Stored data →
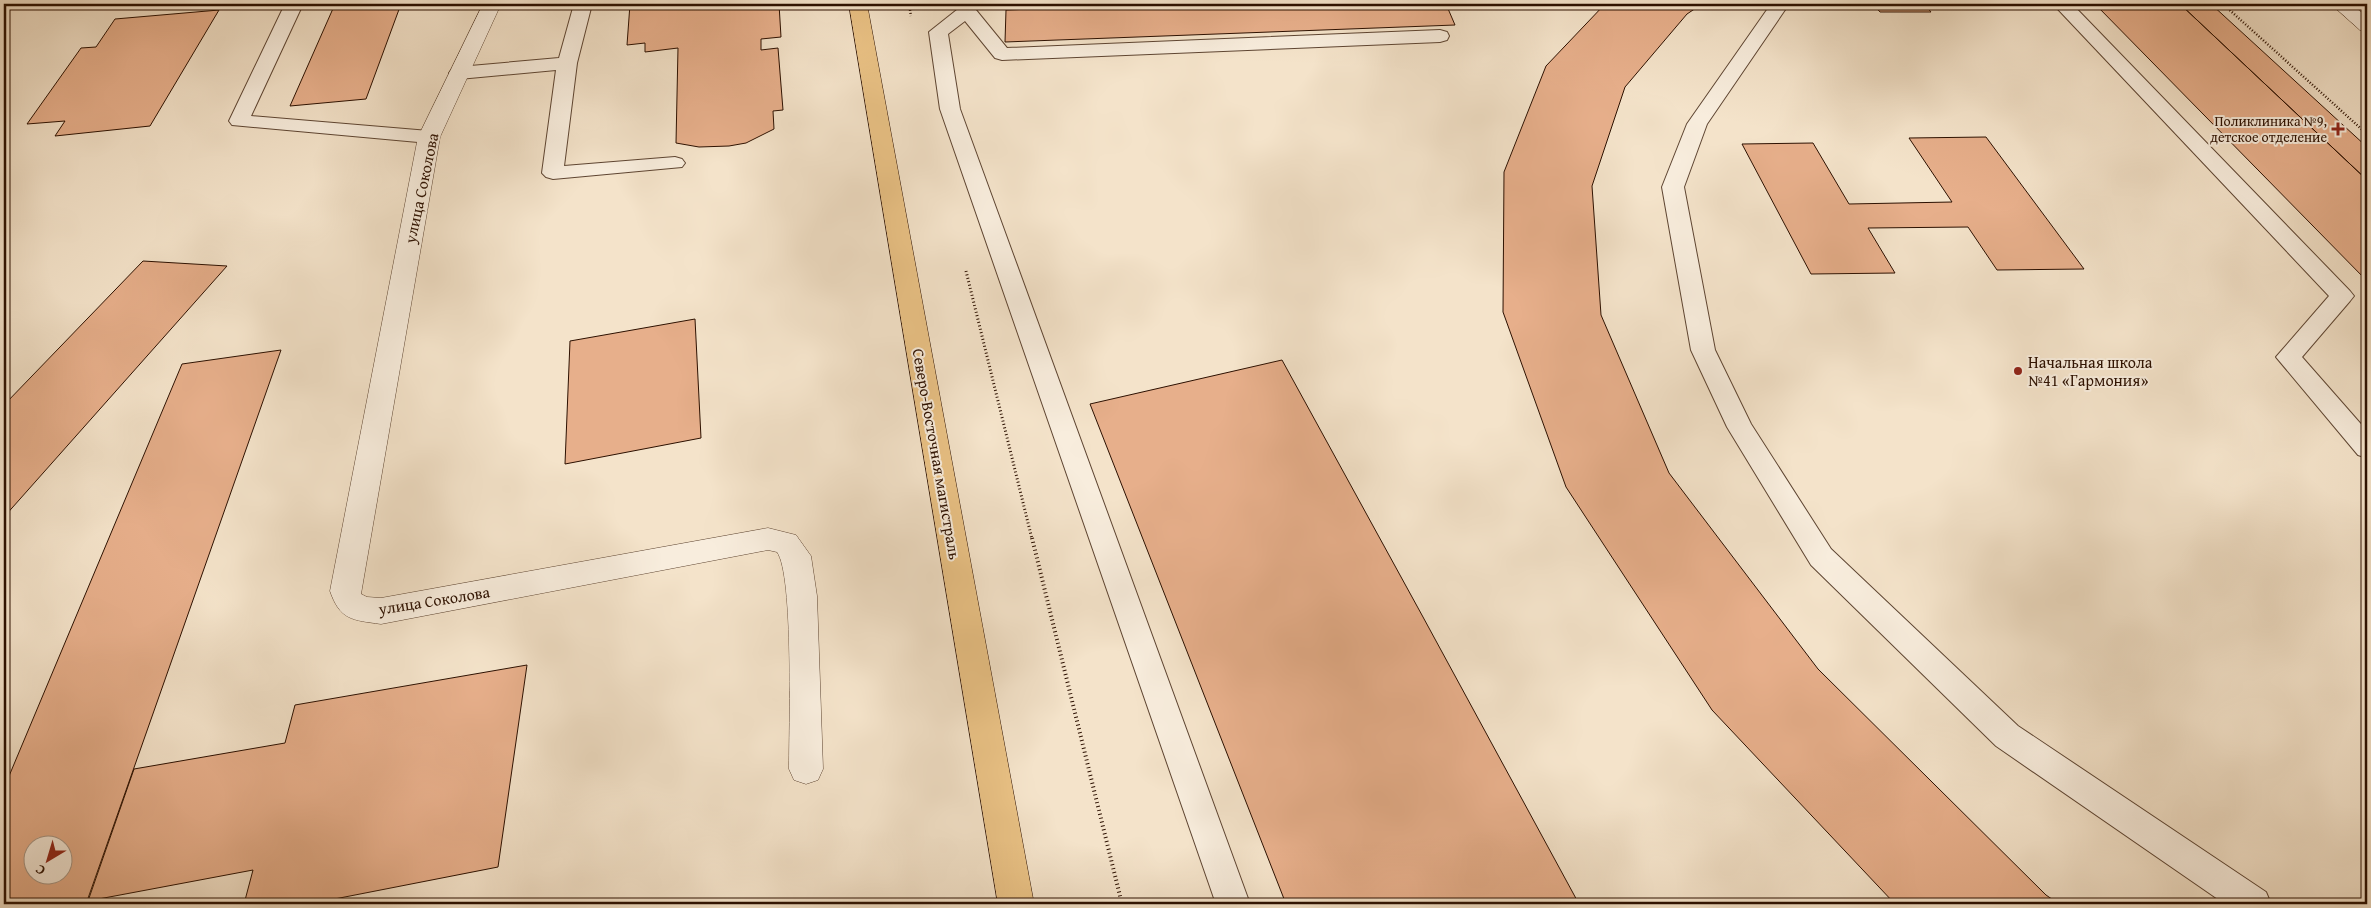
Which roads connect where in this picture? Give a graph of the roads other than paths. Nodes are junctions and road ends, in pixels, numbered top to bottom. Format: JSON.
{"nodes":[{"id":1,"x":294,"y":4,"type":"edge"},
{"id":2,"x":492,"y":4,"type":"edge"},
{"id":3,"x":583,"y":4,"type":"edge"},
{"id":4,"x":858,"y":4,"type":"edge"},
{"id":5,"x":1780,"y":4,"type":"edge"},
{"id":6,"x":2062,"y":4,"type":"edge"},
{"id":7,"x":2340,"y":4,"type":"edge"},
{"id":8,"x":967,"y":7,"type":"edge"},
{"id":9,"x":2367,"y":26,"type":"edge"},
{"id":10,"x":1440,"y":36,"type":"dead end"},
{"id":11,"x":567,"y":63,"type":"junction"},
{"id":12,"x":459,"y":73,"type":"junction"},
{"id":13,"x":429,"y":137,"type":"junction"},
{"id":14,"x":675,"y":163,"type":"dead end"},
{"id":15,"x":2367,"y":448,"type":"edge"},
{"id":16,"x":806,"y":769,"type":"dead end"},
{"id":17,"x":1016,"y":904,"type":"edge"},
{"id":18,"x":1233,"y":904,"type":"edge"},
{"id":19,"x":2254,"y":904,"type":"edge"}],
"edges":[{"from":1,"to":13,"type":"lane"},
{"from":2,"to":12,"type":"street","name":"улица Соколова"},
{"from":3,"to":11,"type":"lane"},
{"from":4,"to":17,"type":"main road","name":"Северо-Восточная магистраль"},
{"from":5,"to":19,"type":"lane"},
{"from":6,"to":15,"type":"lane"},
{"from":7,"to":9,"type":"street"},
{"from":8,"to":10,"type":"lane"},
{"from":8,"to":18,"type":"lane"},
{"from":11,"to":12,"type":"lane"},
{"from":11,"to":14,"type":"lane"},
{"from":12,"to":13,"type":"street","name":"улица Соколова"},
{"from":13,"to":16,"type":"street","name":"улица Соколова"}]}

What is needed →
Each line above holding the string "road" counts once; please report the total and nothing more.

Task solution →
2